▸ **What is expected**: Your task is to find every line in the records that holds the string "main" and copy it.

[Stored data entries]
=====
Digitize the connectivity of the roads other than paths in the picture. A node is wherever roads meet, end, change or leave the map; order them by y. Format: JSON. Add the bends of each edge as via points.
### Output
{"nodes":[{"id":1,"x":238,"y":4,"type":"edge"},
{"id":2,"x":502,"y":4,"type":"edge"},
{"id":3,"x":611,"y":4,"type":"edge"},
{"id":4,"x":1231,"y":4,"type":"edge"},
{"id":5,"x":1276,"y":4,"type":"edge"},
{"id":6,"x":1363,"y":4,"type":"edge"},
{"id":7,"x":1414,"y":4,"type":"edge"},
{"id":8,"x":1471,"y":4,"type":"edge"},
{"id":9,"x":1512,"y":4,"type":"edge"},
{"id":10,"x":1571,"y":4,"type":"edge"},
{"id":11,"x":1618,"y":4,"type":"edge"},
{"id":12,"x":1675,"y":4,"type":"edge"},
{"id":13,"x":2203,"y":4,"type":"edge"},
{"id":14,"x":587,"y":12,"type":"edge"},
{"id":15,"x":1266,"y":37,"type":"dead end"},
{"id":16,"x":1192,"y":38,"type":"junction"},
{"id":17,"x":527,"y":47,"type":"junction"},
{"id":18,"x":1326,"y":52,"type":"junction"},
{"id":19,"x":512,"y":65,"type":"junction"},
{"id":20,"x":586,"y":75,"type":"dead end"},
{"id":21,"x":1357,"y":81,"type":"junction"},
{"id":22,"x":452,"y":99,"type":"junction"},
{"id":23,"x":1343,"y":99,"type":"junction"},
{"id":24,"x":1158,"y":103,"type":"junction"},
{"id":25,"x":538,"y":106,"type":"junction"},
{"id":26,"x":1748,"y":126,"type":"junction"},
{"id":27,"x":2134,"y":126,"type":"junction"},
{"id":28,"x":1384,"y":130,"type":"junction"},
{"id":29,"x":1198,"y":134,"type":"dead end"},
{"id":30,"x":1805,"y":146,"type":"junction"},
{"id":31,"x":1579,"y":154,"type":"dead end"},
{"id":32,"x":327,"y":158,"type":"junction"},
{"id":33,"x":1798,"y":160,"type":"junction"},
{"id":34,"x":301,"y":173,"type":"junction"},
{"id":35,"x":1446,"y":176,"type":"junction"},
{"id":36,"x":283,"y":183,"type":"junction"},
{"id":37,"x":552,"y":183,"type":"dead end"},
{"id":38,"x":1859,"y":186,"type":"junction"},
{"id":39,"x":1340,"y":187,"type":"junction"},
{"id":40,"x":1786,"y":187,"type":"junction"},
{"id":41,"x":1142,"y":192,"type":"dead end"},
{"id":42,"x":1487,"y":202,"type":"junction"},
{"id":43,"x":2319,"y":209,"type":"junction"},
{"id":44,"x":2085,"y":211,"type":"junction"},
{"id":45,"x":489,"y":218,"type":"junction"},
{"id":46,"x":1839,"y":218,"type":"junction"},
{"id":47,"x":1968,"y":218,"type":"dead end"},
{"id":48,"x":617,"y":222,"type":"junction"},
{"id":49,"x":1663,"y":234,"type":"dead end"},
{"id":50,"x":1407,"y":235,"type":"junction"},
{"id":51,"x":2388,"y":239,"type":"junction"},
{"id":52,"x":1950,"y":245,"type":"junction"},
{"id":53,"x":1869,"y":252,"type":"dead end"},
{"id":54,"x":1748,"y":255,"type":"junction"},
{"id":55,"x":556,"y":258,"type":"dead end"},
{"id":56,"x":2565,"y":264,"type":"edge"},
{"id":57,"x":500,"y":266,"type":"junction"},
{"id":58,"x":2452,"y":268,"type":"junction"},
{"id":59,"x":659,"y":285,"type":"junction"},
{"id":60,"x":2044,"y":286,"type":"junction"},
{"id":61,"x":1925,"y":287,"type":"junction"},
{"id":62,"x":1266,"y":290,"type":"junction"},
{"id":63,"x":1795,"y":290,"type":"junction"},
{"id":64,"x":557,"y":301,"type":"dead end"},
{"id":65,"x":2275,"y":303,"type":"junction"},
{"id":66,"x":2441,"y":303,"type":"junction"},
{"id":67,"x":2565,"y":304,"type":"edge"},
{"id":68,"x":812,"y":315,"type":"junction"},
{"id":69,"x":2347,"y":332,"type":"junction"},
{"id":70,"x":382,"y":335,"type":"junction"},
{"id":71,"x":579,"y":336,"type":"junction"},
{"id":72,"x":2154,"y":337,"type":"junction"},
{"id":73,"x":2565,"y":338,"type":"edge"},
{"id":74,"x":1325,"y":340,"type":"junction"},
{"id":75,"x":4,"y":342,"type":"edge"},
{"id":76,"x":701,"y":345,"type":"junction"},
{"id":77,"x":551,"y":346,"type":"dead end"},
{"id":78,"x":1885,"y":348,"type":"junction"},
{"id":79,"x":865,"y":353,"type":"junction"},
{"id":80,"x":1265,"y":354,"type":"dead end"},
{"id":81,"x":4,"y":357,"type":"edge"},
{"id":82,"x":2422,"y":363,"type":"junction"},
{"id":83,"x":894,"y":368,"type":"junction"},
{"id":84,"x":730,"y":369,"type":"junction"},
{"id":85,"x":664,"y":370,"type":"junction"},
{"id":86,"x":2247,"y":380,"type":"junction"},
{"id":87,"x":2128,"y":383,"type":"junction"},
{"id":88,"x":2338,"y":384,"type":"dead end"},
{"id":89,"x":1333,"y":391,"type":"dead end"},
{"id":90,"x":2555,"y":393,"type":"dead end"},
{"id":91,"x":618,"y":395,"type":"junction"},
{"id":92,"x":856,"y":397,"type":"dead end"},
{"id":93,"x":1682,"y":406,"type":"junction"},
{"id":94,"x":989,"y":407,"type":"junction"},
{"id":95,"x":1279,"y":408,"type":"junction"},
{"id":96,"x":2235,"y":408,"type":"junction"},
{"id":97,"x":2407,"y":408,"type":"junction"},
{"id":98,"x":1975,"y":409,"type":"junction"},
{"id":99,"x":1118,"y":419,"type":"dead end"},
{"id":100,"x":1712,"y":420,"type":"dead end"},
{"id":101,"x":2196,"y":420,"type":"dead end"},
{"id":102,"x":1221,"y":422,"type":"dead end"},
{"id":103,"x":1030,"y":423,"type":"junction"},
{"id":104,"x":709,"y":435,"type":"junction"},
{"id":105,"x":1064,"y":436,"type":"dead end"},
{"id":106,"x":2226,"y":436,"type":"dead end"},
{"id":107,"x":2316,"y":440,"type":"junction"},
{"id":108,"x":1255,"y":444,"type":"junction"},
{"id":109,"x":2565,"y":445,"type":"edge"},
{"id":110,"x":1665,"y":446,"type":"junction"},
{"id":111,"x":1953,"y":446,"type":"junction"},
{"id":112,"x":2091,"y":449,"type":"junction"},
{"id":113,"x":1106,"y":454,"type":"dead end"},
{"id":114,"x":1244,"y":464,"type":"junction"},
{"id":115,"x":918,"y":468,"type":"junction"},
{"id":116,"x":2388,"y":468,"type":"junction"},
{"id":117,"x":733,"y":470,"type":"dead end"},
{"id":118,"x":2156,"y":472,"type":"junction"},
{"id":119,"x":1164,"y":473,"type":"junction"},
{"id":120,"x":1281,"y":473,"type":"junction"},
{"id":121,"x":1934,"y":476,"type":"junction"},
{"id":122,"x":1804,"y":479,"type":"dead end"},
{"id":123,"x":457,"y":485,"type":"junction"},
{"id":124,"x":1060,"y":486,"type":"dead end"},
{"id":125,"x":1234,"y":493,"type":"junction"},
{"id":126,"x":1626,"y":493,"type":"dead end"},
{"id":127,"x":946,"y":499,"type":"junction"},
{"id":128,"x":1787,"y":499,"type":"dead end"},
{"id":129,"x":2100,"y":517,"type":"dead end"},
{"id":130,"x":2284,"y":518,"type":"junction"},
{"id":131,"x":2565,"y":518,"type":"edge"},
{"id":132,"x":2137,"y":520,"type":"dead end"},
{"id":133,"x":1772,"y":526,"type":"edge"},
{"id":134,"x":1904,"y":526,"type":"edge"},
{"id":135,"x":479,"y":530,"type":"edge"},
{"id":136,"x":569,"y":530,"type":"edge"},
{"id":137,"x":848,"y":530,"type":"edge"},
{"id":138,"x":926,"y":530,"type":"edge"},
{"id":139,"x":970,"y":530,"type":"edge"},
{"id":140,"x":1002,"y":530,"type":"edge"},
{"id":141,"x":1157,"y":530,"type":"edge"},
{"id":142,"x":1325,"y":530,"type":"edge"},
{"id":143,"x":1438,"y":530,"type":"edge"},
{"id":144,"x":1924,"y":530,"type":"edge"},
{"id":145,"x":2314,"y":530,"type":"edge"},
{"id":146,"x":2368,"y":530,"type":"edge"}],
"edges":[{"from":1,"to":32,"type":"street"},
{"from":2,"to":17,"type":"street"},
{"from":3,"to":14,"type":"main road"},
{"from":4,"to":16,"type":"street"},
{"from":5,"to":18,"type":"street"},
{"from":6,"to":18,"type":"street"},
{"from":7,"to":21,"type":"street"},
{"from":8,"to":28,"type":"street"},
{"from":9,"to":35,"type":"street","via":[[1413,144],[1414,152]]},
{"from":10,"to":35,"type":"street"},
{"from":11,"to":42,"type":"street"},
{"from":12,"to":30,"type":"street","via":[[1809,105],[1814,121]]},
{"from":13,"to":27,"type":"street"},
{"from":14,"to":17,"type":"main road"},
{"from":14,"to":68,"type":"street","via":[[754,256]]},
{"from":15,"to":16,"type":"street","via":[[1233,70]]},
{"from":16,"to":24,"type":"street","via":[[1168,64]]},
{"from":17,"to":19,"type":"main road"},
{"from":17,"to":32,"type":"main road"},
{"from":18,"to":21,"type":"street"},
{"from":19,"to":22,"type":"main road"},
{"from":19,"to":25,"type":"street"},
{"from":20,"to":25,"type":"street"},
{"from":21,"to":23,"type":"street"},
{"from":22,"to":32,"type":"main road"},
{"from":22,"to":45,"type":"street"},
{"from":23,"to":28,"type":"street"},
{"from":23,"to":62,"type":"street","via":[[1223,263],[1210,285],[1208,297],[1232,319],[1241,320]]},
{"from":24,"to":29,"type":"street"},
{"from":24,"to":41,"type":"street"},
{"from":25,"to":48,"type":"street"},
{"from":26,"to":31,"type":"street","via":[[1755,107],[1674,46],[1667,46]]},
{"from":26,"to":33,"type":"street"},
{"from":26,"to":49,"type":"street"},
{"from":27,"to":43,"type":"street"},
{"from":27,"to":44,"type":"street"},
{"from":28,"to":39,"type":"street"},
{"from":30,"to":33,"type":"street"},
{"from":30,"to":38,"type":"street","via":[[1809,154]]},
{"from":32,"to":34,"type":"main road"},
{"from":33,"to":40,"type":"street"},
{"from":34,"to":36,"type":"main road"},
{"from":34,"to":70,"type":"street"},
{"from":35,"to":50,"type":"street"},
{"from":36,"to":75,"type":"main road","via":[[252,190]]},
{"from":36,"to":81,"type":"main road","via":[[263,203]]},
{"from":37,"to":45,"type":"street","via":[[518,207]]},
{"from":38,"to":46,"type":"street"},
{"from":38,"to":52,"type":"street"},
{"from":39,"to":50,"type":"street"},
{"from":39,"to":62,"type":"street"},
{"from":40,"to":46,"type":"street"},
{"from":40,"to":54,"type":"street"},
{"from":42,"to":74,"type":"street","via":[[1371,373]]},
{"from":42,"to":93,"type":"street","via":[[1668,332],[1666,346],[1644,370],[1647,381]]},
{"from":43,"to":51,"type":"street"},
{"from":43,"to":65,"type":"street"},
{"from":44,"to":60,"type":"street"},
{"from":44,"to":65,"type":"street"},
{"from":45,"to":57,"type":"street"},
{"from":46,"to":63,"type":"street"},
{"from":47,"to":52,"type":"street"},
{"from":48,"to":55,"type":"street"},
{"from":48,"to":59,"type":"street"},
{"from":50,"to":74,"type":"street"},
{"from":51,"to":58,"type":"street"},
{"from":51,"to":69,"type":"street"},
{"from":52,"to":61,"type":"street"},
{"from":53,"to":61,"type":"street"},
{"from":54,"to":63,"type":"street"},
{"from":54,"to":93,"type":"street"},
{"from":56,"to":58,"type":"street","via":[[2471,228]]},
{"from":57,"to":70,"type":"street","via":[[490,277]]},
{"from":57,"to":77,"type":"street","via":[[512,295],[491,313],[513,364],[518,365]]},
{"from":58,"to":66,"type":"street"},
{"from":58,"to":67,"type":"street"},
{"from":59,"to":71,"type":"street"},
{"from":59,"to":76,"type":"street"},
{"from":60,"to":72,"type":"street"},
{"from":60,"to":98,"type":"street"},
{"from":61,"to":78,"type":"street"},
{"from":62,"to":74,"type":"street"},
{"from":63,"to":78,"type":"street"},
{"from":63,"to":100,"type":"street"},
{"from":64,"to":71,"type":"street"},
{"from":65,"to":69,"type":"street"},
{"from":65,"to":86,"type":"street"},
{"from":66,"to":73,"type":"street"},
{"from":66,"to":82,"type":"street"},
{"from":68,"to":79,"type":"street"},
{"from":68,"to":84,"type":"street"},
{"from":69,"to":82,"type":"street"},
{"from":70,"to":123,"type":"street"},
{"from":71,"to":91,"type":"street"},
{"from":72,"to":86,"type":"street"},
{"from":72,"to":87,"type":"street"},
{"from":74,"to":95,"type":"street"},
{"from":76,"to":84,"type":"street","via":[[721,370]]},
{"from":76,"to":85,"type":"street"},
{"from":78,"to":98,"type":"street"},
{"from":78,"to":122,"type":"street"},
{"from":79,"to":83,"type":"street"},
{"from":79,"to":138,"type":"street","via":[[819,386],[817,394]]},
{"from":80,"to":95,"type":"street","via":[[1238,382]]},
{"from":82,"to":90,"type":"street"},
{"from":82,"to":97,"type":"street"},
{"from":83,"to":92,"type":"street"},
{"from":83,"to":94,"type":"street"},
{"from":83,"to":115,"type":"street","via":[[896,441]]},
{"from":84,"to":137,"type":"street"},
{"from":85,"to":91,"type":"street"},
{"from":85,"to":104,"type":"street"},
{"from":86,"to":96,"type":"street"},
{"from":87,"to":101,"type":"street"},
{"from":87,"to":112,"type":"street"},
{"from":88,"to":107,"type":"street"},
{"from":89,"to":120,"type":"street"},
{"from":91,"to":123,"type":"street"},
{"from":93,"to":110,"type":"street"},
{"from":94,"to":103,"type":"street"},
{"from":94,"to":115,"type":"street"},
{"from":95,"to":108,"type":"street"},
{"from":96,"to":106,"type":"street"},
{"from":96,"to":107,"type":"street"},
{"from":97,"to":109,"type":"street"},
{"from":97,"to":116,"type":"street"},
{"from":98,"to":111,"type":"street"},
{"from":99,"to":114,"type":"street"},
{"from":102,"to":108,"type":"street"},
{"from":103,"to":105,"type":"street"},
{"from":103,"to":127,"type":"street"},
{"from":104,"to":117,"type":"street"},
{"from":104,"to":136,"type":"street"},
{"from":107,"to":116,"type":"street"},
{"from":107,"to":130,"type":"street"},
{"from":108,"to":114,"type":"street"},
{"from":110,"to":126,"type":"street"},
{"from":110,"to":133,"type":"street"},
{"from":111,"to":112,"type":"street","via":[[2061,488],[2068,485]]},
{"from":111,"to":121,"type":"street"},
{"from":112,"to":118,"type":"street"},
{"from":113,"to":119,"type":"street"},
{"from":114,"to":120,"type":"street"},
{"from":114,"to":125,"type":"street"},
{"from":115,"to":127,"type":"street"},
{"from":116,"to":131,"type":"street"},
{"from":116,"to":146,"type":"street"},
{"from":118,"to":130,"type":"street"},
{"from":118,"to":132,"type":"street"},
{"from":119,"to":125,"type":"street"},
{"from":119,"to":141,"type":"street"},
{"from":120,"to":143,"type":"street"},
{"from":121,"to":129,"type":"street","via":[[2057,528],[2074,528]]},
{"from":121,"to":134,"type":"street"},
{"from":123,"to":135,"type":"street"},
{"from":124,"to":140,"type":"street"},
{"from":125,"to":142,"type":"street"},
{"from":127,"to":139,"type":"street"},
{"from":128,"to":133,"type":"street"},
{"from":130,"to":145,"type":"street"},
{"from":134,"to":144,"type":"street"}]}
=====
▸ **Result below**:
{"from":3,"to":14,"type":"main road"},
{"from":14,"to":17,"type":"main road"},
{"from":17,"to":19,"type":"main road"},
{"from":17,"to":32,"type":"main road"},
{"from":19,"to":22,"type":"main road"},
{"from":22,"to":32,"type":"main road"},
{"from":32,"to":34,"type":"main road"},
{"from":34,"to":36,"type":"main road"},
{"from":36,"to":75,"type":"main road","via":[[252,190]]},
{"from":36,"to":81,"type":"main road","via":[[263,203]]},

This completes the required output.